Jorge Luis Sampaoli Moya (; born 13 March 1960) is an Argentine football coach who was most recently the manager of Sevilla in La Liga. Sampaoli started out as a youth player and eventually switched to management after a severe injury.

Sampaoli started with an impressive coaching run at Coronel Bolognesi of Peru in 2004, and continued with brief but successful terms at O'Higgins of Chile and Emelec of Ecuador.

Sampaoli earned praise as the head coach of Universidad de Chile, winning three league titles and the Copa Sudamericana championship. This success led him to coach the Chilean men's national team in 2012, replacing Claudio Borghi. He led the Chile national football team to their first Copa América title, after defeating Argentina in the final in the 2015 tournament in Chile. He is well known for his attacking tactics which are similar to those of Marcelo Bielsa, according to the press and fans alike.

On 28 June 2016, Sampaoli signed a two-year contract with Sevilla. After spending only one year in Spain and  leading Sevilla to fourth spot in La Liga, and ensuring Champions League football the following season, Sampaoli left the club to coach the Argentina national team, where he left by mutual consent, after a shameful run in the 2018 FIFA World Cup among great hatred from Argentine fans. He eventually agreed to coach Brazilian club Santos in 2019, staying one year and leading the club to the second position in the league. In March 2021, he returned to manage in European football when he was appointed at French side Marseille. In October 2022, he returned to manage Sevilla. On 22 March 2023, he was sacked by Sevilla and replaced by Jose Luis Mendilibar.

Early life
Sampaoli was born in Casilda, a small town located in Caseros Department of the Santa Fe Province in Argentina. In his youth, he was very passionate about football, playing for amateur teams in his hometown league. He eventually joined Newell's Old Boys youth team, where he gained the nickname "Tobogán de piojos" (which literally translates to "lice slide") because of his premature baldness. While at the club he suffered a tibia and fibula injury in 1979, forcing him to retire from playing professional football at the age of 19. During his last playing years and his first managerial years, he also worked part-time at a bank.

Coaching career

Early career
In October 1991, aged just 31, Sampaoli acted as an interim coach for hometown side Club Atlético Alumni, as manager Mario Bonavera was out on a personal trip. During that season, he was already working as a fitness coach aside from being a defensive midfielder. He was given the role of manager of the club's youth setup in the following year, but only retired in 1993. In 1994 he was named manager of the first team, taking the club to the finals of the Liga Casildense de Fútbol, but lost it to CA 9 de Julio de Arequito. In the following season, he again reached the finals, but suffered defeat to the very same club.

For the 1996 season, Sampaoli was appointed at 9 Julio's rivals CA Belgrano de Arequito, and coached to win the year's league title with the side.
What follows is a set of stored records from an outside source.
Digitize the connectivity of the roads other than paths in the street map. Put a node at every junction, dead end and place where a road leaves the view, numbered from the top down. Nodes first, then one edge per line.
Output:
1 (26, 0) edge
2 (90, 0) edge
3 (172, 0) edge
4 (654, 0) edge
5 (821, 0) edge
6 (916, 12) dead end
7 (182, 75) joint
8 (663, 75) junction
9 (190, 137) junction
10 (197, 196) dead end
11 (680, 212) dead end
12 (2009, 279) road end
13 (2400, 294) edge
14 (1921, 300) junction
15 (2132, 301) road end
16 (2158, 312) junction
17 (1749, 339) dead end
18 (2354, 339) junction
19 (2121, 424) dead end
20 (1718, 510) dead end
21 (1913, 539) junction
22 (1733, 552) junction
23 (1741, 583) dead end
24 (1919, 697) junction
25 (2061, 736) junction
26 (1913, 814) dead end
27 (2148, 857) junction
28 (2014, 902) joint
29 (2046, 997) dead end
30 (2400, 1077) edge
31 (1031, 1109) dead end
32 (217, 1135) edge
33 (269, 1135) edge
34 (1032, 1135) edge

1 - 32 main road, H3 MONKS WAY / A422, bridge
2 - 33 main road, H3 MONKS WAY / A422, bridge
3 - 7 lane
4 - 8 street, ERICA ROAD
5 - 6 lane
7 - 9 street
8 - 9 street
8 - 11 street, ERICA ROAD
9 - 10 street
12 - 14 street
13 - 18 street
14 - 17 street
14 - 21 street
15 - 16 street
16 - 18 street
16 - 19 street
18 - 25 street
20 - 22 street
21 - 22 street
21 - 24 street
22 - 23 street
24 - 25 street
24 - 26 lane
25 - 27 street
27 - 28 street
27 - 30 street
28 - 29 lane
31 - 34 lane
In May of that year, he was hired by Primera B Metropolitana side Argentino de Rosario, and ended the season in the 13th position. He subsequently returned to Alumni and Belgrano, before taking over CA Aprendices Casildenses in 1999; with the latter side, he won two consecutive Liga Casildense titles.

Sampaoli returned to a third stint with Alumni in 2001, after a short stint back at Argentino de Rosario in the previous year. Despite reaching the finals of the Liga Casildense, he lost it to former side Aprendices.

Juan Aurich
On 9 January 2002, Sampaoli was appointed coach of Peruvian Primera División side Juan Aurich; it was the first professional club in his career. On 24 February, he directed his first professional game against Universitario, where they lost 2–1 after leading the whole game due to a penalty scored by Carlos Flores (66th minute).

Sampaoli had a poor spell in Juan Aurich, directing only eight games, five of which the team lost and two where the team tied with Coopsol Trujillo and Alianza Lima. The team only won against Cienciano 2–0 with goals from César Sánchez and Flores. He left the club in April, when Aurich was sitting at the bottom of the table.

Sport Boys
Months later, in June, Sampaoli was hired by Sport Boys to direct the team in the Torneo Descentralizado, debuting with a 3–1 loss to Coopsol. His side finished sixth in the tournament, achieving important triumphs over Alianza (1–0 with a goal of Alfredo Carmona) and Universitario (2–0 with goals by Paolo de la Haza and Carmona again at Estadio Monumental). He left the club during the 2003 Torneo Descentralizado, after a player's strike.

Coronel Bolognesi
In 2004, Sampaoli was named coach of fellow top-tier side Coronel Bolognesi, replacing Roberto Mosquera. There, he had an irregular start, but soon coached to settle the team during the Peruvian 2005's Descentralizado, finishing fifth in the Apertura, and then coached to finish third in that same year's Clausura, taking the club to their first international competition.

Sampaoli opted to leave the club in December 2005, but returned on 27 June 2006, replacing compatriot Raúl Donsanti. Competing in the 2006's Clausura as well as in the Sudamericana tournament, his side finished third in the national league.

Sporting Cristal
In 2007, Sampaoli was hired as the head coach of Sporting Cristal. However, his time at Cristal turned out to be disappointing after 18 matches and only five wins. He was dismissed from the "Celestes" in May of that year, ending his Peruvian coaching career.

O'Higgins
On 12 December 2007, Sampaoli arrived in Chile to take over at O'Higgins, in the place of Jorge Garcés. In 2008, the team proved to be tough to crack for bigger Chilean teams, finishing third in that year's Apertura. They were eliminated by powerhouse Universidad de Chile in the playoff quarterfinals.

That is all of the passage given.